Цири натянула поводья, чувствуя, как ее вдруг охватывает чудовищный жар. Она не могла поверить в то, что видела. Что было перед ней.
* * *
Бонарт тоже увидел. И торжествующе крикнул.
На краю озера башни не было. Не было даже ее развалин, не было попросту ничего. Только едва заметный, едва различимый холмик, только покрытая голыми промерзшими стеблями травы кучка камней.
— Вот она, твоя башня! — рявкнул он. — Вот твоя волшебная башня! Вот оно — твое спасение! Куча камней!
Девушка, казалось, не слышит и не видит. Она подвела кобылу ближе к холмику, на каменную насыпь. Воздела обе руки к небу, словно проклинала небеса за все то, что ее здесь встретило.
— Я говорил тебе, — рычал Бонарт, пришпоривая гнедого, — что ты моя! Что я сделаю с тобой все, что захочу! Что никто мне не помешает! Ни люди, ни боги, ни дьяволы, ни демоны! Ни волшебные башни! Ты моя, ведьмачка!
Подковы гнедой лошади зацокали по ледяной глади.
Туман вдруг заклубился, закипел под ударами вихря, свалившегося неведомо откуда. Гнедой заржал и заплясал, оскалив зубы. Бонарт откинулся в седле, натянул поводья изо всей силы, потому что лошадь прямо–таки сбесилась, мотала головой, топала, скользила по льду.
Впереди, между ним и берегом, на котором стояла Цири, танцевал на льду снежно–белый единорог, вставал на дыбы, принимая позу, знакомую по гербовым щитам.

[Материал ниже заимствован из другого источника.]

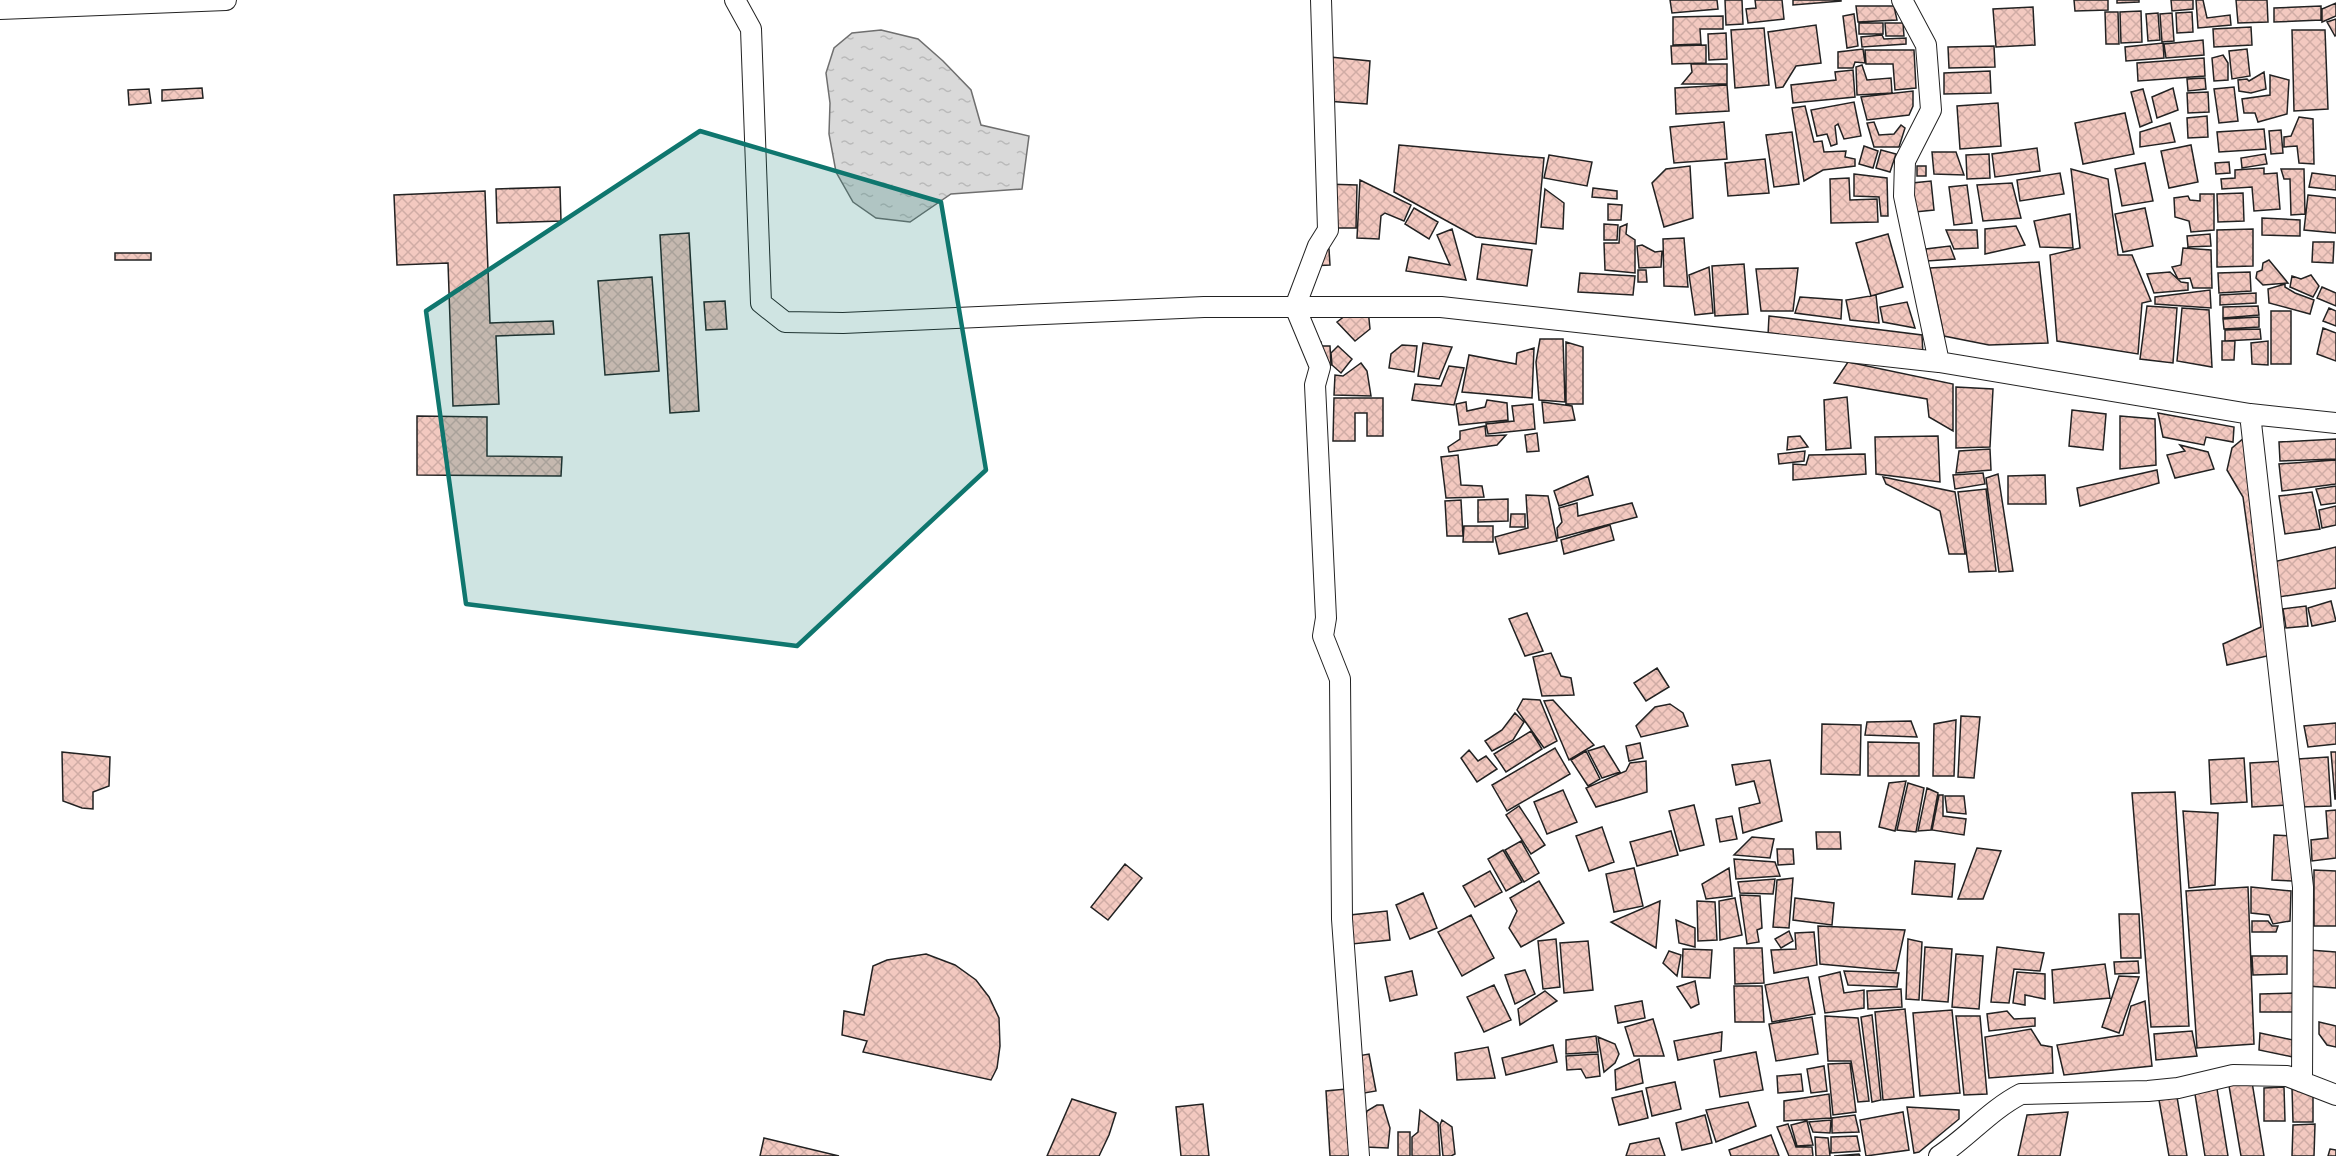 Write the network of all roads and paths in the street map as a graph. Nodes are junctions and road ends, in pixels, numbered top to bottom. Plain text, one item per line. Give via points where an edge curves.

— Со мной такие фокусы не проходят! — рявкнул охотник, сдерживая лошадь. — Меня чарами не возьмешь! Я догоню тебя, Цирилла! На этот раз я тебя убью! Ведьмачка! Ты — моя!
Туман снова пошел клубами. Закипел, принял странные очертания. Эти очертания становились все более четкими. Наездники! Кошмарные фигуры призрачных наездников.
Бонарт вытаращил глаза.
На скелетах коней сидели скелеты наездников, одетых в проржавевшие латы и кольчуги, обрывки плащей, погнутые и исковерканные шлемы с буйволиными рогами, остатками султанов из страусовых и павлиньих перьев. Из–под обрезов шлемов глаза привидений светились синеватым пламенем. Полоскались разодранные полотнища знамен.
В голове демонической кавалькады мчался вооруженный призрак с короной на черепе, с нашейником, бьющимся о проржавевшую кирасу.
Прочь! — загудело в голове Бонарта. — Прочь отсюда, смертный! Она не твоя! Она наша! Прочь!
В одном нельзя было отказать Бонарту: в отваге. Он не испугался призраков. Он переборол страх, не запаниковал.
Но его конь оказался не таким храбрым.
Гнедой жеребец встал на дыбы, заплясал, словно в балете, на задних ногах, дико заржал, рванулся и подскочил. Под ударами его подков лед с ужасающим скрежетом треснул, плиты встали отвесно, вырвалась вода. Жеребец завизжал, ударил о край льда передними копытами, разломил его. Бонарт вырвал ноги из стремян, спрыгнул на лед.
Слишком поздно.
Вода сомкнулась над его головой. В ушах загудело и зазвенело словно в колокольне. Легкие готовы были вот–вот разорваться.
Ему повезло. Его перемешивающие воду ноги нащупали что–то — вероятно, идущего ко дну коня. Он оттолкнулся, вынырнул, отплевываясь и сопя. Ухватился за край образовавшейся полыньи. Не поддаваясь панике, выхватил нож, вбил его в лед, вытянул себя. Он лежал, тяжело дыша, с него с плеском стекала вода.